Slavery may be somewhat condemned by the exhibition,
but the Confederacy escapes unscathed. Indeed, the exhibition’s
primary focus on the survival of African customs among
African American slaves necessarily means not having
a primary focus on the horrors of slavery. These are
put in the “background” as Kimball stated. An Associated
Press story made clear that the theme of the exhibit
is that it was all good in the end: “The Human Spirit
Triumphs Over Slavery.”[14]
The strategy
employed by the MOC in “Before Freedom Came” is one
that enables the museum to use artifacts that compose
a counter-narrative to the one silently embodied in
the shackles displayed in the exhibit and the abuses
of slaves described in the book.
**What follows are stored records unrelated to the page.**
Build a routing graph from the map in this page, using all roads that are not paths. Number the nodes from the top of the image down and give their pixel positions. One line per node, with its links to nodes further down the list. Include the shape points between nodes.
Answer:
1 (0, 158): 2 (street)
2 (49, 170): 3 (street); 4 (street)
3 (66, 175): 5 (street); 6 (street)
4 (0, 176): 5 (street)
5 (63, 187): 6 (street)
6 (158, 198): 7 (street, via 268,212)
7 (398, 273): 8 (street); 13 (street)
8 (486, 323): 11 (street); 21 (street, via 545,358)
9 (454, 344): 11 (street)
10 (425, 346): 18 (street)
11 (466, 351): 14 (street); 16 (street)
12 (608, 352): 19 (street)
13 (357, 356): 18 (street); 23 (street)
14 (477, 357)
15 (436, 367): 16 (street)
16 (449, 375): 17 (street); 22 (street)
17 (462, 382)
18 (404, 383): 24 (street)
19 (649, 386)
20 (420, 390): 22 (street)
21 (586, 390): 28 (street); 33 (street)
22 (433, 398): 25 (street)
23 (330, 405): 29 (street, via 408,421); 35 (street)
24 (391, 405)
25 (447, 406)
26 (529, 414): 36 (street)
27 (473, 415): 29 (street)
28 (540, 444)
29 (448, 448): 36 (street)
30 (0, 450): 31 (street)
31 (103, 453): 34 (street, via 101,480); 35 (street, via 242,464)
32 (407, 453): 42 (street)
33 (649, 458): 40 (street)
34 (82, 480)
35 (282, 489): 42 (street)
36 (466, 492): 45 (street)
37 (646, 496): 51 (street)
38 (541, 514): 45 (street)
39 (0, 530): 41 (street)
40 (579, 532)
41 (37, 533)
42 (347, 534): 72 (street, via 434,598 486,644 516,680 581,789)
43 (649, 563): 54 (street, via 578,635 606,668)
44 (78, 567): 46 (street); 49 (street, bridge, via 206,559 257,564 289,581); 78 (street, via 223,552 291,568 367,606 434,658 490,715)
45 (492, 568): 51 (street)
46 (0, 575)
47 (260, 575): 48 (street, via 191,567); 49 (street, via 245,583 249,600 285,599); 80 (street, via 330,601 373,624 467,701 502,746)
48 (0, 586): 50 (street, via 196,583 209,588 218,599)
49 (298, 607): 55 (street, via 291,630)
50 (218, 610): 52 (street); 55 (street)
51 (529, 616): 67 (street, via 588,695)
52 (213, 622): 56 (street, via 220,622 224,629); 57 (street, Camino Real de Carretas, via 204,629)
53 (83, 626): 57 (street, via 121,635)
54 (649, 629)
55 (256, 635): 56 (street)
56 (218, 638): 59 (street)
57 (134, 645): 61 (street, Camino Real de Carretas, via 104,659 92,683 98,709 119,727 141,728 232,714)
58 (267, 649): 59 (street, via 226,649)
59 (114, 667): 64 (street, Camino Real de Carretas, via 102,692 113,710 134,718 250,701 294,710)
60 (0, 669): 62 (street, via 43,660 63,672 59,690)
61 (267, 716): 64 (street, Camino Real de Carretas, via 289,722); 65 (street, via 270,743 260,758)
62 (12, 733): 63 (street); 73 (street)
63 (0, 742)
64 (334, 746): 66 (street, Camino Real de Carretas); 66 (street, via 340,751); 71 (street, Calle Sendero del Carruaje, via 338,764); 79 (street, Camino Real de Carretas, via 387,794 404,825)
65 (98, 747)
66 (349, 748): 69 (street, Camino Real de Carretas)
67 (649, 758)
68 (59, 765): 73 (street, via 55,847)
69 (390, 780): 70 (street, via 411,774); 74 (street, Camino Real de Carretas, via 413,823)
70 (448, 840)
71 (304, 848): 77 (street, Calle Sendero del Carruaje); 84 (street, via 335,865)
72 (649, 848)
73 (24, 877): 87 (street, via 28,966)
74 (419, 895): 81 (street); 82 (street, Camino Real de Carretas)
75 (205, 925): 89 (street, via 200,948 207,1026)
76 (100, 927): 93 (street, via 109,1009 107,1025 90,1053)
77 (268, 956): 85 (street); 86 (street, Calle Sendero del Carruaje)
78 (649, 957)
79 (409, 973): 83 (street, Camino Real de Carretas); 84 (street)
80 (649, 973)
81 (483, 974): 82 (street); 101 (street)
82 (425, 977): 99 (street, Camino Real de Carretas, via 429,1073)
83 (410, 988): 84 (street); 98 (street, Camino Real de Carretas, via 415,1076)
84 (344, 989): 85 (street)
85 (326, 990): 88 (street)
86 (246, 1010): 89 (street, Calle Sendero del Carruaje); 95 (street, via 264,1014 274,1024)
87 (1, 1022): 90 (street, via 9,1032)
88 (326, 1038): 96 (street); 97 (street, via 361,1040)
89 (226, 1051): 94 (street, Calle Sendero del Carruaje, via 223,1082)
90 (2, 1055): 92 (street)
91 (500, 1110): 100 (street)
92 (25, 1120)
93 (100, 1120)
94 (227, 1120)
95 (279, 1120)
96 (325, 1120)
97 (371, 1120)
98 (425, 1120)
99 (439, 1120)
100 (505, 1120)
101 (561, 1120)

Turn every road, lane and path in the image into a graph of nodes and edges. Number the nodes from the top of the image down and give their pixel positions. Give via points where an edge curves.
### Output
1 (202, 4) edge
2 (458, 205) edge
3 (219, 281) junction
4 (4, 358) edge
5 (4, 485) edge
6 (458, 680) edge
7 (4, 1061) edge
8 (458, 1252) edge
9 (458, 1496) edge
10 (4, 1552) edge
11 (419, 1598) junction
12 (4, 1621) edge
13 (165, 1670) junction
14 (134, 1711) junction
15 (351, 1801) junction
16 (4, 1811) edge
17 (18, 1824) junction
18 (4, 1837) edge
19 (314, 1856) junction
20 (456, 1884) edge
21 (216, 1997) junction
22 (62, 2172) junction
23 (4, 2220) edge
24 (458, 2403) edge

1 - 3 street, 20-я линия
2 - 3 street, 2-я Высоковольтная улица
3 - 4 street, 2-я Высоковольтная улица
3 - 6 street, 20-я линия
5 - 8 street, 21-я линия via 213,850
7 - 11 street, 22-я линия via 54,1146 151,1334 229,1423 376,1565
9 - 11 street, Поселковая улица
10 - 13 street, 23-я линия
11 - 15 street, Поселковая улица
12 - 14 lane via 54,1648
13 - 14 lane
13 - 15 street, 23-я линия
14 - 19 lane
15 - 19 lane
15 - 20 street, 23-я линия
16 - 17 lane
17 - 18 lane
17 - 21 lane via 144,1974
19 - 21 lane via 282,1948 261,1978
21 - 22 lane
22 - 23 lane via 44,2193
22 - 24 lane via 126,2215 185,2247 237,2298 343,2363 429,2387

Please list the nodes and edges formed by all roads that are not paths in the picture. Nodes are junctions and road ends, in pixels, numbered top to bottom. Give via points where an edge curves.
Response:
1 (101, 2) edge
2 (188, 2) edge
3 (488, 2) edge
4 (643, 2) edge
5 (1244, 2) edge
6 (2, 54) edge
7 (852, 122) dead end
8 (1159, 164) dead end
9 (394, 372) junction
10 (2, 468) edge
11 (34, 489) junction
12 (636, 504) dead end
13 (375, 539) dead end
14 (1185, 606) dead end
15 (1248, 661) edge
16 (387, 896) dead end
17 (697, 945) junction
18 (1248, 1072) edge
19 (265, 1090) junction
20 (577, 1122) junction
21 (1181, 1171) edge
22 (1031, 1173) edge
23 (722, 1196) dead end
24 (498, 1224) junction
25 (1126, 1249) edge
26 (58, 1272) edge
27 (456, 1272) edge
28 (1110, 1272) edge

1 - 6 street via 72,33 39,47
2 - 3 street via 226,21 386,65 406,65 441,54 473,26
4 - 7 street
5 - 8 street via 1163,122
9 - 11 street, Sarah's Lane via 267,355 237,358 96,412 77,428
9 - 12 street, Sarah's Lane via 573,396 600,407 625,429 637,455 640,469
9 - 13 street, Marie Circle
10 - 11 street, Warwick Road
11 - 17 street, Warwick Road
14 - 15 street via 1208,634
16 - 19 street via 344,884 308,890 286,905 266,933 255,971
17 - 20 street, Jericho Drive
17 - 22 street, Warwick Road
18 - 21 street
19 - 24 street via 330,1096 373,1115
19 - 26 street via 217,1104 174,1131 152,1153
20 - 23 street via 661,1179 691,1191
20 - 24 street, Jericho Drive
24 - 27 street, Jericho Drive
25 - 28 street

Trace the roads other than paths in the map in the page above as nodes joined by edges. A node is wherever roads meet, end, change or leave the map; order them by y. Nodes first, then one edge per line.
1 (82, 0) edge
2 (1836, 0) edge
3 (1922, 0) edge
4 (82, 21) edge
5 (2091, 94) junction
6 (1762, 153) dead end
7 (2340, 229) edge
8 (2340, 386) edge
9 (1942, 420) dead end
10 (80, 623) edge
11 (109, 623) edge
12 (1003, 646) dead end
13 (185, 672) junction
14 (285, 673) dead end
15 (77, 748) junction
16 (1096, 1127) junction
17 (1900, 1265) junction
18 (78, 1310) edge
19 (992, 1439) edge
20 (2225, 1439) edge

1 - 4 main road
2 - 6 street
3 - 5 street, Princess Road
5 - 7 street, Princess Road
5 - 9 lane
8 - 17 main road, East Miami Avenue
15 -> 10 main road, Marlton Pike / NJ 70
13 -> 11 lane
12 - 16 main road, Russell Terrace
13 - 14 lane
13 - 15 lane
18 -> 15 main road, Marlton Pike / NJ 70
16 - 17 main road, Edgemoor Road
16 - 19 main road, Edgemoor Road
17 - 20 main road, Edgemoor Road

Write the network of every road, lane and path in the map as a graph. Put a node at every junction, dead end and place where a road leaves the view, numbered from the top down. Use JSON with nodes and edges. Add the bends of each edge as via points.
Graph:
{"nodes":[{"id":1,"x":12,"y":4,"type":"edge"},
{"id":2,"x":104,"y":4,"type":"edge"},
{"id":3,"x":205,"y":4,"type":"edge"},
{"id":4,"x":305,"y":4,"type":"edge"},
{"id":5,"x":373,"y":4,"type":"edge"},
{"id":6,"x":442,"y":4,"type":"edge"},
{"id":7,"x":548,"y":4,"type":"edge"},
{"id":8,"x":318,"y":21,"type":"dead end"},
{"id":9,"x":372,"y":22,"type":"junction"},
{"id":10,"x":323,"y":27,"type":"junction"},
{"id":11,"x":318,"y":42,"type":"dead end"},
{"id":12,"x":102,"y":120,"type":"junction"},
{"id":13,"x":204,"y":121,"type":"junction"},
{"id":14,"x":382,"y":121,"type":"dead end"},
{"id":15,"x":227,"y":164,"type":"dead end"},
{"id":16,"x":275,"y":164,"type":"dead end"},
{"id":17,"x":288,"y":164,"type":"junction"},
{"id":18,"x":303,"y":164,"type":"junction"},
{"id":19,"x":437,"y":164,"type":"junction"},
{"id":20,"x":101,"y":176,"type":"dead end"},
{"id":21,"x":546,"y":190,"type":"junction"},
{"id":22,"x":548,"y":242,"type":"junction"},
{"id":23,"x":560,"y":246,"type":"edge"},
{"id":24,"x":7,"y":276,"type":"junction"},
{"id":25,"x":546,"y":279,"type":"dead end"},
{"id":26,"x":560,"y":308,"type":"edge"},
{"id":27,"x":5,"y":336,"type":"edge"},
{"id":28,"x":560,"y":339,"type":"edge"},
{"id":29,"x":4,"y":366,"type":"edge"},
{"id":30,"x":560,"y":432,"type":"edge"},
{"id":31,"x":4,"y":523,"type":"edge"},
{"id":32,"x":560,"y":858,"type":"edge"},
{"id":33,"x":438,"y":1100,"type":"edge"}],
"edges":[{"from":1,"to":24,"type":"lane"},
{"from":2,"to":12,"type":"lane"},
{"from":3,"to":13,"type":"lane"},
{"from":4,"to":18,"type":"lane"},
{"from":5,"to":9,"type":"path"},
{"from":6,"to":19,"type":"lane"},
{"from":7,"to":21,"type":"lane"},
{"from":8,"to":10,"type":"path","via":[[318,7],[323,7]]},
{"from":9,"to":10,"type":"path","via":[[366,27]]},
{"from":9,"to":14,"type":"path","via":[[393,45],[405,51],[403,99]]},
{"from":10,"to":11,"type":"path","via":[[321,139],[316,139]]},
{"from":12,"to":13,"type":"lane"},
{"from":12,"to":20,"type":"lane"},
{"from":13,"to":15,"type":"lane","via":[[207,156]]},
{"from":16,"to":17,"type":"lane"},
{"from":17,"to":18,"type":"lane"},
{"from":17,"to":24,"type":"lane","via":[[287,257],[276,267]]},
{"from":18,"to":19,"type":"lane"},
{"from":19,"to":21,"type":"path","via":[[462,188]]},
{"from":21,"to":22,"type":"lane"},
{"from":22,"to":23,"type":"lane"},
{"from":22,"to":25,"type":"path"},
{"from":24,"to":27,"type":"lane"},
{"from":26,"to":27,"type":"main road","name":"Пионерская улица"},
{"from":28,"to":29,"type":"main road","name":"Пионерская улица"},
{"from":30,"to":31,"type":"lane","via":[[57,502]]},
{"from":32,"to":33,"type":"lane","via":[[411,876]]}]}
The cover illustration
of the Before Freedom Came book is indicative.
It is a carving of a freed slave, Nora August, which
the MOC was thought to have been “likely done” by an
African American Union soldier. Ironically, therefore,
this is an artifact from after freedom
came, not before freedom came. It is an
artifact entirely of the world of freedom where Nora
August would have freedom to choose her activities
and pose for a carving by an African American soldier,
a world of freedom in which there are African American
soldiers. It was not an artifact of the world of slavery.
It does provide an engaging cover for a book about slavery
rather than, for example, a picture of a slave’s scarred
back, but again it is an artifact of freedom, not slavery
(though it was reported such a photograph of a slave’s
scarred back was in the MOC exhibition[15]).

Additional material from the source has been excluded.